What did the LMDP achieve?
Despite the discovery that heather loss had continued apace since the end of the JRS, decades of heather loss on Langholm Moor were at last reversed through grazing restrictions and re-seeding, though there is a very long way to go. Raptor populations thrived; the hen harrier population was maintained at qualifying levels for the SPA at around 6-7 breeding pairs and bred very successfully in part due to the predator control programme, and diversionary feeding of hen harriers was very successful, reducing the number of grouse chicks being taken to hen harrier nests by between 34% and 100%. Numbers of black grouse, curlew, golden plover and snipe all increased markedly over the 10 years of the project against the backdrop of continuing declines in the wider regional landscape. This response of ground-nesting birds also included red grouse themselves, which increased five-fold to 80 per square kilometre by 2014 though, on industry advice, this was not considered enough to support the shooting target of a 1000 brace grouse bag in at least one year of the project. As a result, this target was not achieved and shooting of smaller bags was not supported. Lastly, during the project thousands of visitors came to see and learn about its work, building social capital and trust and, under the able leadership of the project scientist Dr Sonja Ludwig, the key project outcomes were published in multiple papers in peer-reviewed journals, allowing detailed scrutiny of findings.
What do we conclude?
Following the JRS many grouse moors interpreted its findings as justification for continuing illegal persecution of raptors, especially hen harriers. The result has been hen harriers becoming almost extinct as a breeding bird on grouse moors in both England and Scotland, a situation which prevails to the current day. There is a risk of a similarly myopic industry response to the results of the LMDP, with the fact that the project did not meet its grouse shooting target seen as a justification for doubling-down on intensification of predator control methods. This would spectacularly miss the point. In fact, it is a remarkable achievement that within just ten years, the LMDP reversed decades of heather loss and restored grouse densities to those that would have been considered a sufficient basis for driven shooting as recently as the 1990s, and did so whilst maintaining or recovering other ground-nesting bird populations. This is especially so when one considers that the moor is now isolated from others and partly surrounded by conifer forestry as a source of predators, problems it did not face in its prime.

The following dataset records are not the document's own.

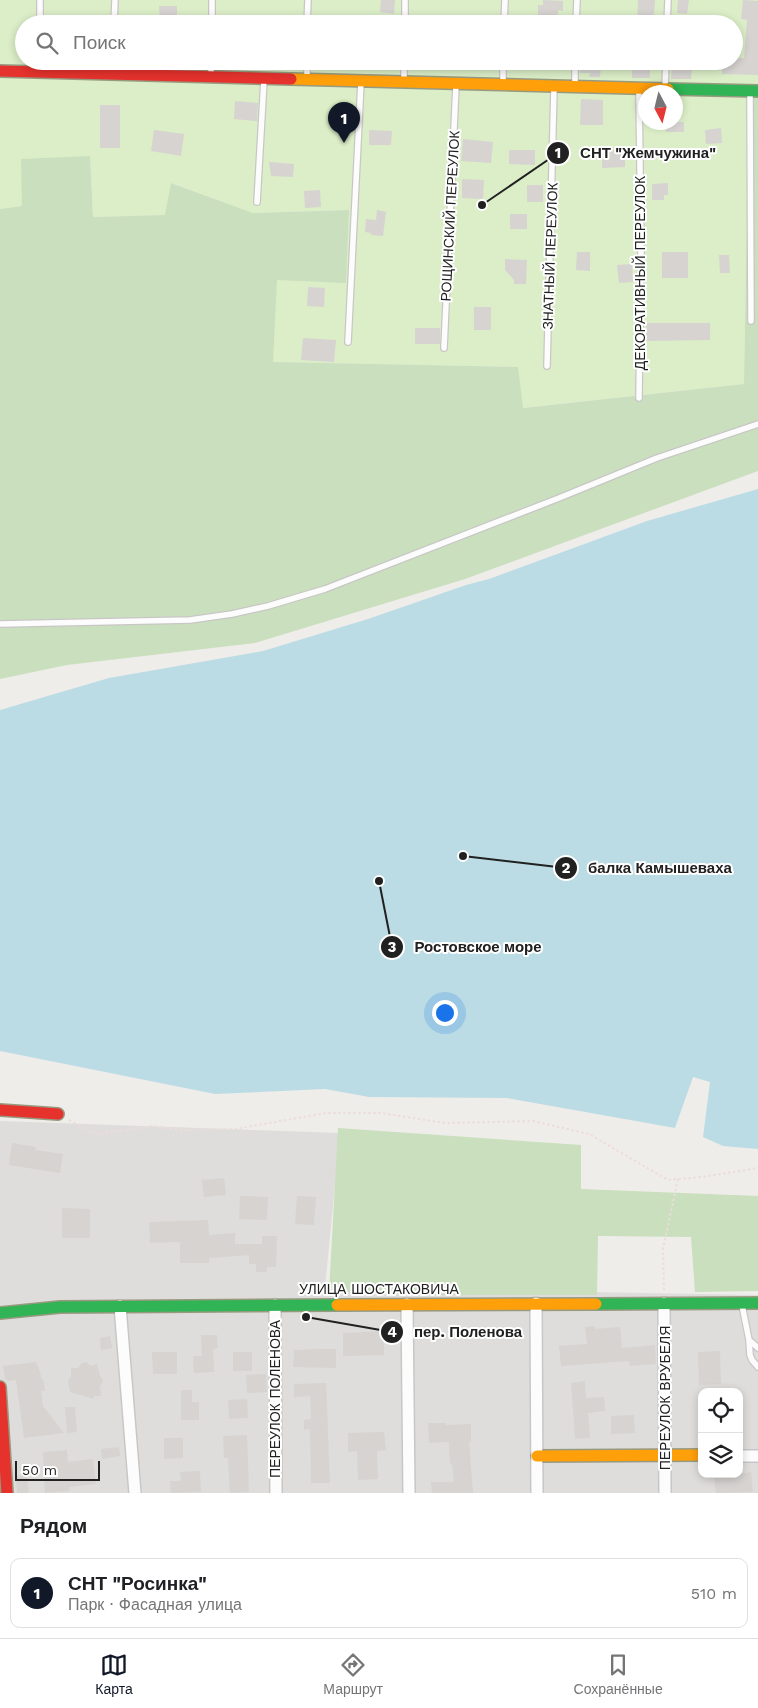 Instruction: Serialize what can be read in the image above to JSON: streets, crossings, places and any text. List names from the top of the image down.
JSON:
{
  "streets": {
    "street": ["УЛИЦА ШОСТАКОВИЧА", "ПЕРЕУЛОК ВРУБЕЛЯ", "ПЕРЕУЛОК ПОЛЕНОВА"],
    "lane": ["РОЩИНСКИЙ ПЕРЕУЛОК", "ЗНАТНЫЙ ПЕРЕУЛОК", "ДЕКОРАТИВНЫЙ ПЕРЕУЛОК"]
  },
  "crossings": [
    ["УЛИЦА ШОСТАКОВИЧА", "ПЕРЕУЛОК ВРУБЕЛЯ"],
    ["УЛИЦА ШОСТАКОВИЧА", "ПЕРЕУЛОК ПОЛЕНОВА"]
  ],
  "places": [
    "СНТ \"Жемчужина\"",
    "балка Камышеваха",
    "Ростовское море",
    "пер. Поленова"
  ],
  "scale_bar": "50 m",
  "north": "bottom",
  "page": {
    "search": "Поиск",
    "pins": "1",
    "scale": "50 m",
    "heading": "Рядом",
    "list": [
      {
        "mark": "1",
        "name": "СНТ \"Росинка\"",
        "note": "Парк · Фасадная улица",
        "value": "510 m"
      }
    ],
    "nav": ["Карта", "Маршрут", "Сохранённые"]
  }
}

The LMDP also shows that shooting more modest bags of grouse almost certainly would be compatible with the delivery of wider public benefits from the management of grouse moors, especially bearing in mind that gamekeeper densities here were lower than on many moors and that many more years of management effort would have been necessary to overcome the impacts of decades of loss and fragmentation of heather cover. So grouse management could contribute to the wider conservation and environmentally sustainable management of our uplands, but this will depend on more sustainable, legal approaches which rid moors of the illegal killing of raptors and other damaging environmental practices associated with ever more intensive, ‘driven shooting’ models that now rely on post-breeding densities of several hundred birds per square kilometre.
In a recent report on the LMDP for the Scotsman, Adam Smith of GWCT concluded that “adapting grouse moor management must now be the watchword”. He is right, but that adaptation must be to return to the principles espoused by Aldo Leopold, a founding father of the science of wildlife management, that “the recreational value of a head of game is inverse to the artificiality of its origin, and hence to the intensiveness of the system of game management which produced it”. Adaptation based on this principle would serve well to guide the fundamental reform and rehabilitation that is urgently necessary to make grouse moor management, arguably 150 years overdue for reform, fit to continue in the 21st century.

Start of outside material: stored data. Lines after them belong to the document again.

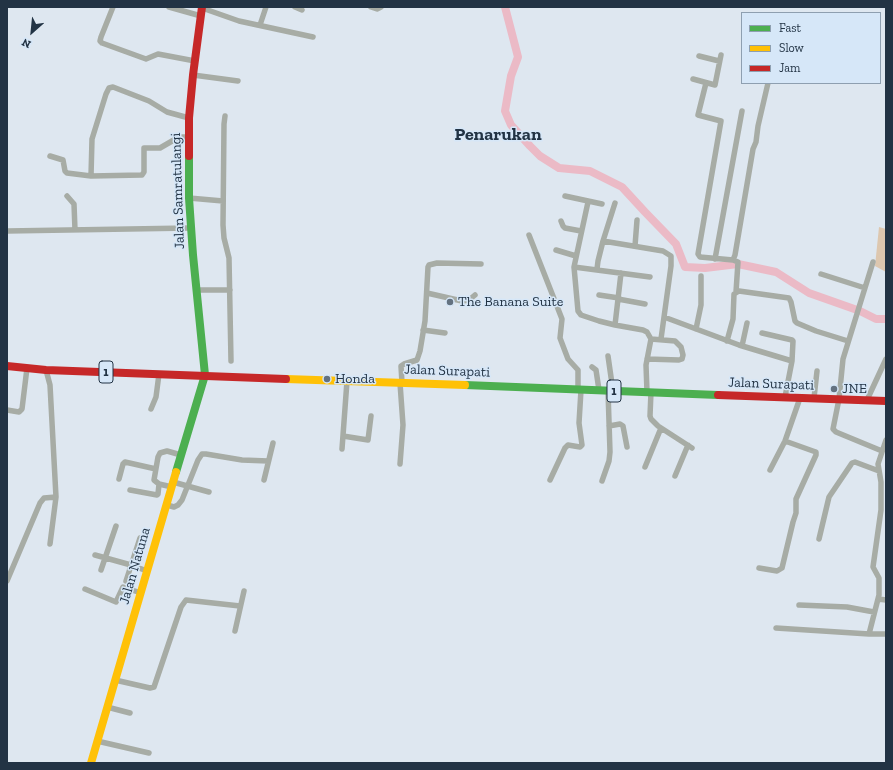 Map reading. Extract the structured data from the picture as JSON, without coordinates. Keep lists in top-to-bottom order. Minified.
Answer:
{"streets":{"main road":["Jalan Samratulangi","Jalan Surapati","1","Jalan Natuna"]},"crossings":[["Jalan Samratulangi","Jalan Surapati"],["Jalan Samratulangi","Jalan Natuna"],["Jalan Surapati","Jalan Natuna"]],"districts":["Penarukan"],"places":["The Banana Suite","Honda","JNE"],"legend":["Fast","Slow","Jam"],"north":"bottom left"} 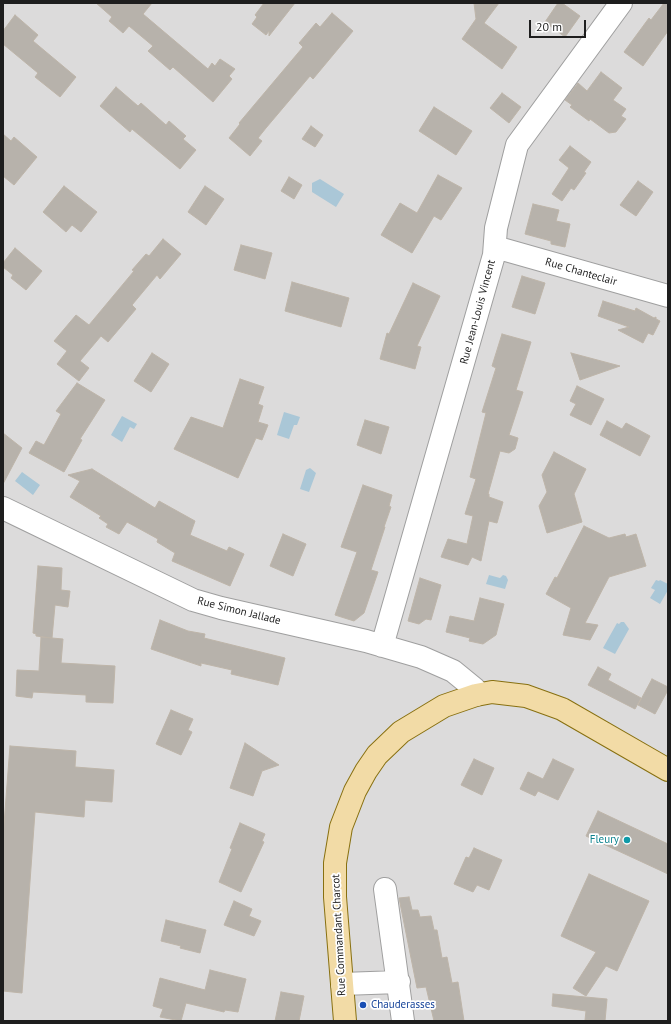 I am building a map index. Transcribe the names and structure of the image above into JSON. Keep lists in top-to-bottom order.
{
  "streets": {
    "main road": ["Rue Commandant Charcot"],
    "street": ["Rue Chanteclair", "Rue Jean-Louis Vincent", "Rue Simon Jallade"]
  },
  "crossings": [
    ["Rue Chanteclair", "Rue Jean-Louis Vincent"],
    ["Rue Jean-Louis Vincent", "Rue Simon Jallade"],
    ["Rue Simon Jallade", "Rue Commandant Charcot"]
  ],
  "places": ["Fleury", "Chauderasses"],
  "scale_bar": "20 m"
} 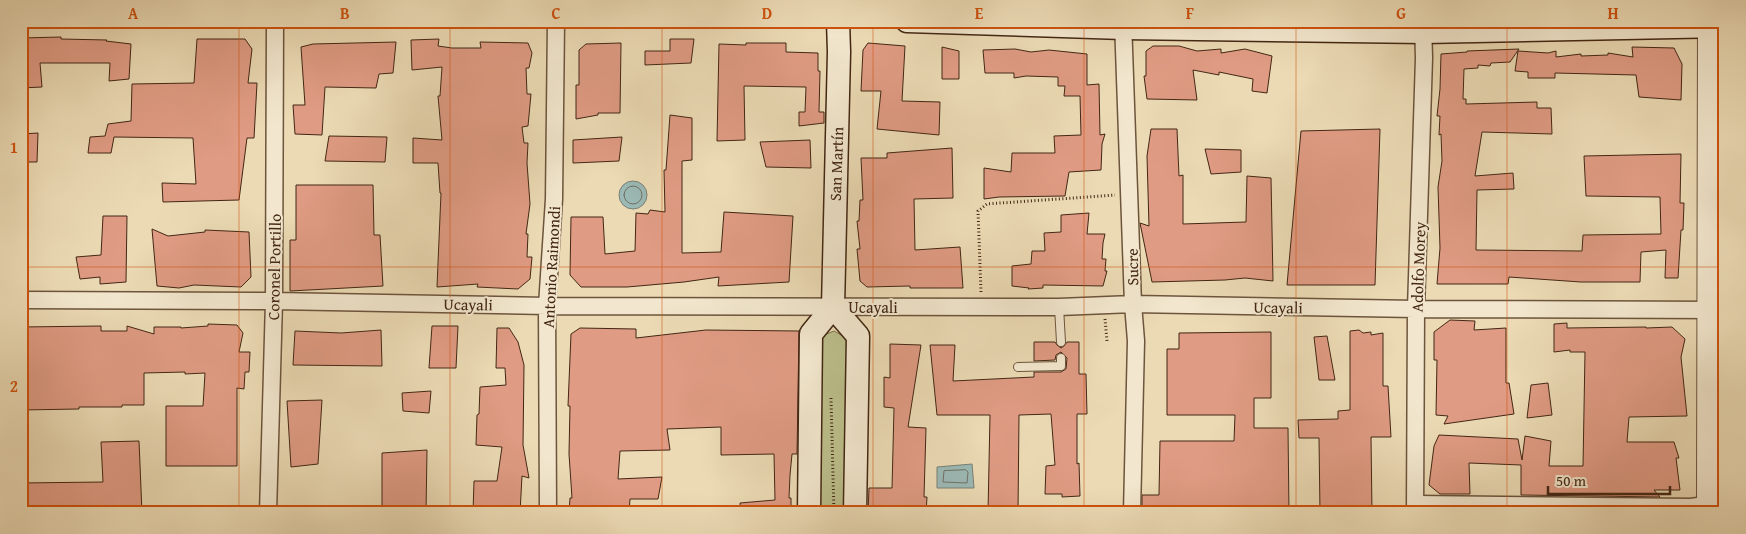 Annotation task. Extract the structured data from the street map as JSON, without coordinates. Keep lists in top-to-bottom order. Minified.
{"streets":{"main road":["San Martín"],"street":["Coronel Portillo","Antonio Raimondi","Sucre","Adolfo Morey","Ucayali"]},"crossings":[["San Martín","Ucayali"],["Coronel Portillo","Ucayali"],["Antonio Raimondi","Ucayali"],["Sucre","Ucayali"],["Adolfo Morey","Ucayali"]],"scale_bar":"50 m","grid":{"columns":["A","B","C","D","E","F","G","H"],"rows":["1","2"]}}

Thanks for a very clear, unbiased account of the project. I fully support the RSPB's position on licensing driven grouse shooting which could deliver huge benefits for conservation and the environment. I hope the RSPB will continue to base its policies on sound science and not sentiment.
I feel that the report tells us more about those participating the project than the science. Here is a quote: “Legal gamekeeping reduced predation pressure and maintained grouse productivity. Site habitat was not the key limit to grouse populations. Predation pressure limited grouse survival; 79% -97% of adult grouse mortality was linked to consumption by raptors.” It seems that the person writing and approving the report were well aware of illegal gamekeeping and that the report may have had a different outcome if t had been practised.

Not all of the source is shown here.